## YOUR GOAL
Only the text of the records belongs in the answer; the pictures must be dropped.
START MATERIAL PROVIDED
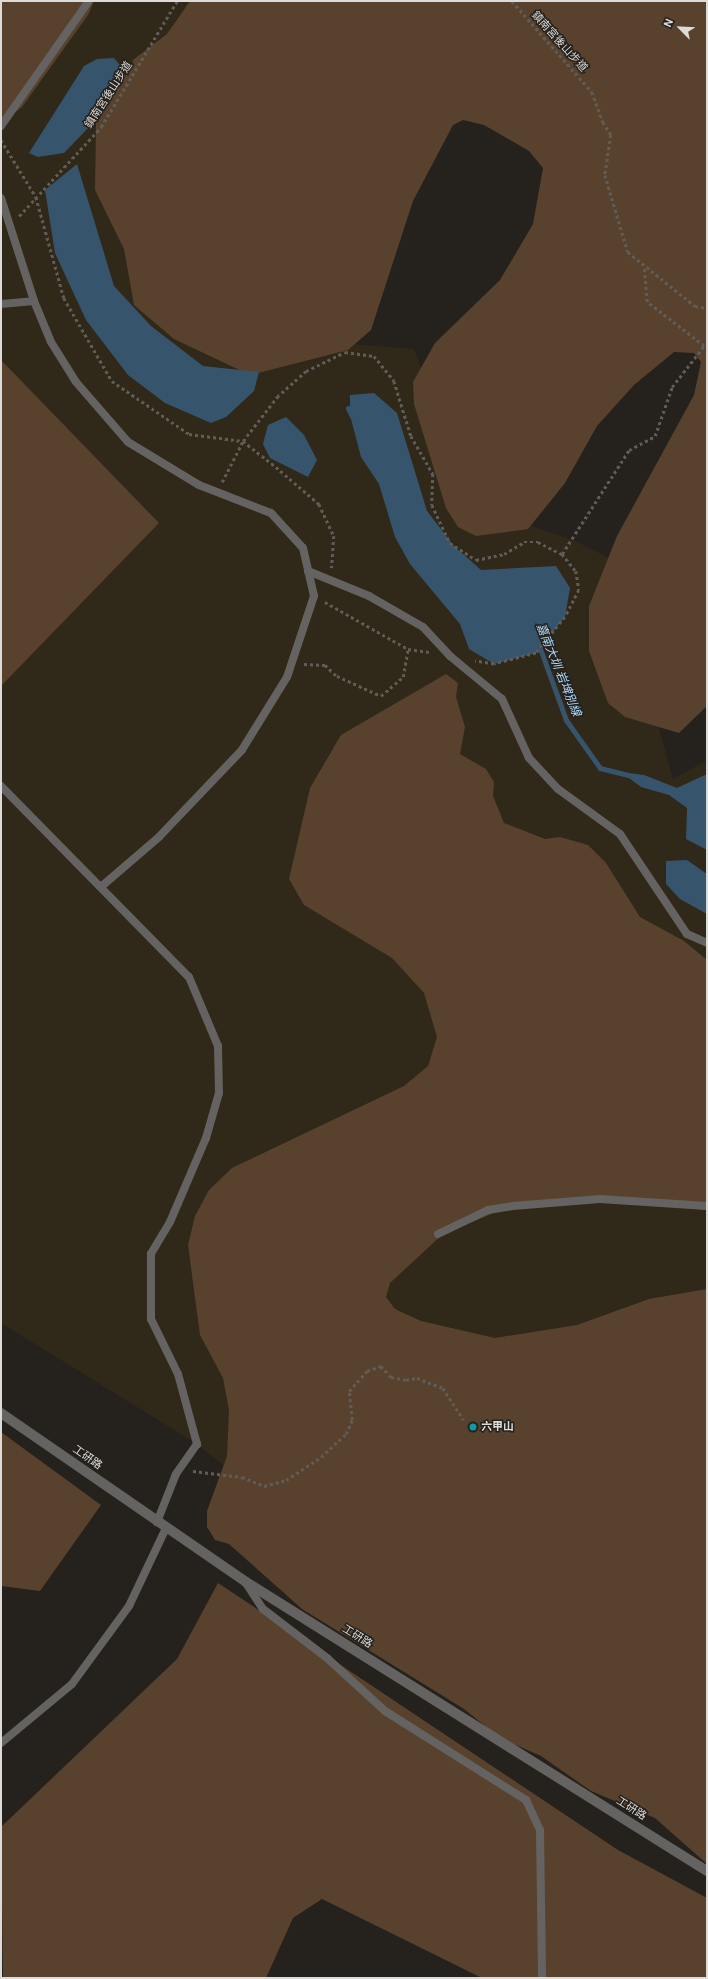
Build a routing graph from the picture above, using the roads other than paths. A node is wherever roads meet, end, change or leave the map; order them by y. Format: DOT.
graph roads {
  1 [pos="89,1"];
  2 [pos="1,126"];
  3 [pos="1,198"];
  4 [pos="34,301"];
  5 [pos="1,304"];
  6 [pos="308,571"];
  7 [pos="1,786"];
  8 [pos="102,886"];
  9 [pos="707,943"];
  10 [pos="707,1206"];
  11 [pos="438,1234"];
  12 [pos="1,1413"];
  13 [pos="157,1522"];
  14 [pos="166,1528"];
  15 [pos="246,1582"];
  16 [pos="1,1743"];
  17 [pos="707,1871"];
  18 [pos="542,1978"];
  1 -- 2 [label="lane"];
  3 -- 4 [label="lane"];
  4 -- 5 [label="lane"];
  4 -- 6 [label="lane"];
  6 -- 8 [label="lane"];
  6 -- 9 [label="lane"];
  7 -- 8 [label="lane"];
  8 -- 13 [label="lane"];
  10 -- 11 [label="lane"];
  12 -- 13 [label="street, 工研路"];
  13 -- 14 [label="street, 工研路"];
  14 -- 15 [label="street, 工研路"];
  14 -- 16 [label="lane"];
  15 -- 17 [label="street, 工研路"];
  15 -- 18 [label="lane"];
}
END MATERIAL PROVIDED
## TASK ANSWER
Build a routing graph from the picture above, using the roads other than paths. A node is wherever roads meet, end, change or leave the map; order them by y. Format: DOT.
graph roads {
  1 [pos="89,1"];
  2 [pos="1,126"];
  3 [pos="1,198"];
  4 [pos="34,301"];
  5 [pos="1,304"];
  6 [pos="308,571"];
  7 [pos="1,786"];
  8 [pos="102,886"];
  9 [pos="707,943"];
  10 [pos="707,1206"];
  11 [pos="438,1234"];
  12 [pos="1,1413"];
  13 [pos="157,1522"];
  14 [pos="166,1528"];
  15 [pos="246,1582"];
  16 [pos="1,1743"];
  17 [pos="707,1871"];
  18 [pos="542,1978"];
  1 -- 2 [label="lane"];
  3 -- 4 [label="lane"];
  4 -- 5 [label="lane"];
  4 -- 6 [label="lane"];
  6 -- 8 [label="lane"];
  6 -- 9 [label="lane"];
  7 -- 8 [label="lane"];
  8 -- 13 [label="lane"];
  10 -- 11 [label="lane"];
  12 -- 13 [label="street, 工研路"];
  13 -- 14 [label="street, 工研路"];
  14 -- 15 [label="street, 工研路"];
  14 -- 16 [label="lane"];
  15 -- 17 [label="street, 工研路"];
  15 -- 18 [label="lane"];
}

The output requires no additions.